Your setup defines set-valued dynamics on $X$. More precisely, you have $$X \stackrel{p}{\leftarrow} \overline{G} \stackrel{q}{\rightarrow} X$$ where $p$ and $q$ are the obvious projection maps. The set-valued transformation in question sends $x \in X$ to the subset $qp^{-1}(x) \subset X$. I'll write $F = qp^{-1}$ for convenience, noting that $F:X \to 2^X$

Now, the set $I \subset X$ is invariant in your sense precisely when $F(I) \subset I$. There is a ton of literature on set-valued dynamics, and I'm certainly in no position to do the field justice. My favorite reference is Ethan Akin's work: he has an entire book called "the general topology of dynamical systems" which would be relevant. On his webpage you can find a ton of references: I'd start with the "Tourist's Guide" survey paper, it is extremely well-written.

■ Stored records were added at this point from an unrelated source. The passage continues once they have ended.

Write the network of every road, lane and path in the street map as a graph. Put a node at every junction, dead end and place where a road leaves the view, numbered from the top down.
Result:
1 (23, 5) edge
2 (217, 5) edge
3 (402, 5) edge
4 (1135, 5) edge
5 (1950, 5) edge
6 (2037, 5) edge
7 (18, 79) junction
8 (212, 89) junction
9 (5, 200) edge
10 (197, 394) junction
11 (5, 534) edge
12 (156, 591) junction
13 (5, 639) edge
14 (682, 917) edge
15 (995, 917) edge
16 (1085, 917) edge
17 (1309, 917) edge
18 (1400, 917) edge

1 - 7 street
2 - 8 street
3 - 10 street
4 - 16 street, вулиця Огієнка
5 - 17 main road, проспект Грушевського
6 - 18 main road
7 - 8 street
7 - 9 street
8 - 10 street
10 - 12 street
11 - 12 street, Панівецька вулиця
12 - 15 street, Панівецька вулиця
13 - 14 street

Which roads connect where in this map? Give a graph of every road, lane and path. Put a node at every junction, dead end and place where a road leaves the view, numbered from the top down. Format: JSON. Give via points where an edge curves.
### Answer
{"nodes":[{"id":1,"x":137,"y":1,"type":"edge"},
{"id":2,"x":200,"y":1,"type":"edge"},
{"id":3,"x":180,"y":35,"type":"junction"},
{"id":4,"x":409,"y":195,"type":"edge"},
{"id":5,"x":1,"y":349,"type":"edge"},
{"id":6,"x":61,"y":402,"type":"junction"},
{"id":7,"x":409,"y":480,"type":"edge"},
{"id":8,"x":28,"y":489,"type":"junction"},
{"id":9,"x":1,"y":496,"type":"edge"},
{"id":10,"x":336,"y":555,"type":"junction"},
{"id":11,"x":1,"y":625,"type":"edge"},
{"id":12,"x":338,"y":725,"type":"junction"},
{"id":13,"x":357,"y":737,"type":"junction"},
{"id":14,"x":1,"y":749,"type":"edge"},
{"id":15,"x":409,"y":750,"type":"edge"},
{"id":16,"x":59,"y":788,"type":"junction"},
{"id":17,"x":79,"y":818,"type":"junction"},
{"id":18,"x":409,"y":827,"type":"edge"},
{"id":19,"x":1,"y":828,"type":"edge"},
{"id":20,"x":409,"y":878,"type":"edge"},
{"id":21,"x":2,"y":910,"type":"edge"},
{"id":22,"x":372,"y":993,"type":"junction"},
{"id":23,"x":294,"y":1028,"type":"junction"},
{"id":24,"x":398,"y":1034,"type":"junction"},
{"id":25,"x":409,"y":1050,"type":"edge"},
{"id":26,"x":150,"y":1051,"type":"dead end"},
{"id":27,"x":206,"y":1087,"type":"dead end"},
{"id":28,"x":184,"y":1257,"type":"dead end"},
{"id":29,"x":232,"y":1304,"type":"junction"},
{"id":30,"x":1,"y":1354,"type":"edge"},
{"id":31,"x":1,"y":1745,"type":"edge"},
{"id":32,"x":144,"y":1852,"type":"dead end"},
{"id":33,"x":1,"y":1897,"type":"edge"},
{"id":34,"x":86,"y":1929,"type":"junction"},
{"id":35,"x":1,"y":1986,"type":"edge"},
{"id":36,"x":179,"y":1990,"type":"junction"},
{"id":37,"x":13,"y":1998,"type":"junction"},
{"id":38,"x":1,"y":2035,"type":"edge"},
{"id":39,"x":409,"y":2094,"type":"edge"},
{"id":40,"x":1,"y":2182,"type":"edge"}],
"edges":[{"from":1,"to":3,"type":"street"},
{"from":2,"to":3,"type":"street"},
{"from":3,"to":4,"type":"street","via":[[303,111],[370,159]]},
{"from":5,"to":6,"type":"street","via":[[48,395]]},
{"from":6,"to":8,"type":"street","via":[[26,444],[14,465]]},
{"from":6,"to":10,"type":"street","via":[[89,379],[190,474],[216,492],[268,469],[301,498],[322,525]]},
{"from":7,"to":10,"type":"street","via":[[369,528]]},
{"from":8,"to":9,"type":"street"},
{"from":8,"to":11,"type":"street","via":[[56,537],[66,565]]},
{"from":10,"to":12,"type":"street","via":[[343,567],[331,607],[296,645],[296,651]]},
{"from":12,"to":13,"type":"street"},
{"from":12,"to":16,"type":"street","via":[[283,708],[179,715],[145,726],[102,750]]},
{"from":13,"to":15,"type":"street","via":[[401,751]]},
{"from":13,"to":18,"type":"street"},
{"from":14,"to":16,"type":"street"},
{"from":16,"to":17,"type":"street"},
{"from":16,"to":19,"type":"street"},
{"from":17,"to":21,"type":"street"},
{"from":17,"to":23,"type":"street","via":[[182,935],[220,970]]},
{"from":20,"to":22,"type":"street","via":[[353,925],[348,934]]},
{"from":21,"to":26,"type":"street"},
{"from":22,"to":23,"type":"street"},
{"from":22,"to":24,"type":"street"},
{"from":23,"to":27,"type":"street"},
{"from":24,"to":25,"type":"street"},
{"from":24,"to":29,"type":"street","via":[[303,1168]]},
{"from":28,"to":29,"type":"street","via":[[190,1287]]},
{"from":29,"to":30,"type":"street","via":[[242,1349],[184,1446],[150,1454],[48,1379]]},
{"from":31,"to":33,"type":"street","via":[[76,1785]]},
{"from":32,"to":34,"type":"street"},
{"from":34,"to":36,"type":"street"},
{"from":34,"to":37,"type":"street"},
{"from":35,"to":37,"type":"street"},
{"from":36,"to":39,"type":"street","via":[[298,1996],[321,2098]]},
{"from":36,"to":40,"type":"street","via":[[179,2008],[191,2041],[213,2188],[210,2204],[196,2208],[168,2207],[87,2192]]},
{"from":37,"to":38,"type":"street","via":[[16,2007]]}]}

If you don't care much about the precise structure invariant sets sitting inside some compact subset $A \subset X$, you can use the Conley index theory to get sufficient conditions for the existence of a (nonempty) maximal invariant set $I \subset A$ under the (minor) additional assumption that $A$ isolates $I$. Briefly, define the exit set $E \subset A$ to be the collection of those $a \in A$ whose forward orbit sets $F^n(a)$ eventually leave $A$. Now, if the homotopy type of the quotient $A/E$ (called the homotopy conley index) is non-trivial (again, we need some niceness properties on $A$ and $E$, maybe an ANR pair or something) then you are guaranteed a non-empty invariant set $I \subset A$. Sadly, this is not if and only if: it is possible to have invariant sets inside $A$ with trivial Conley index.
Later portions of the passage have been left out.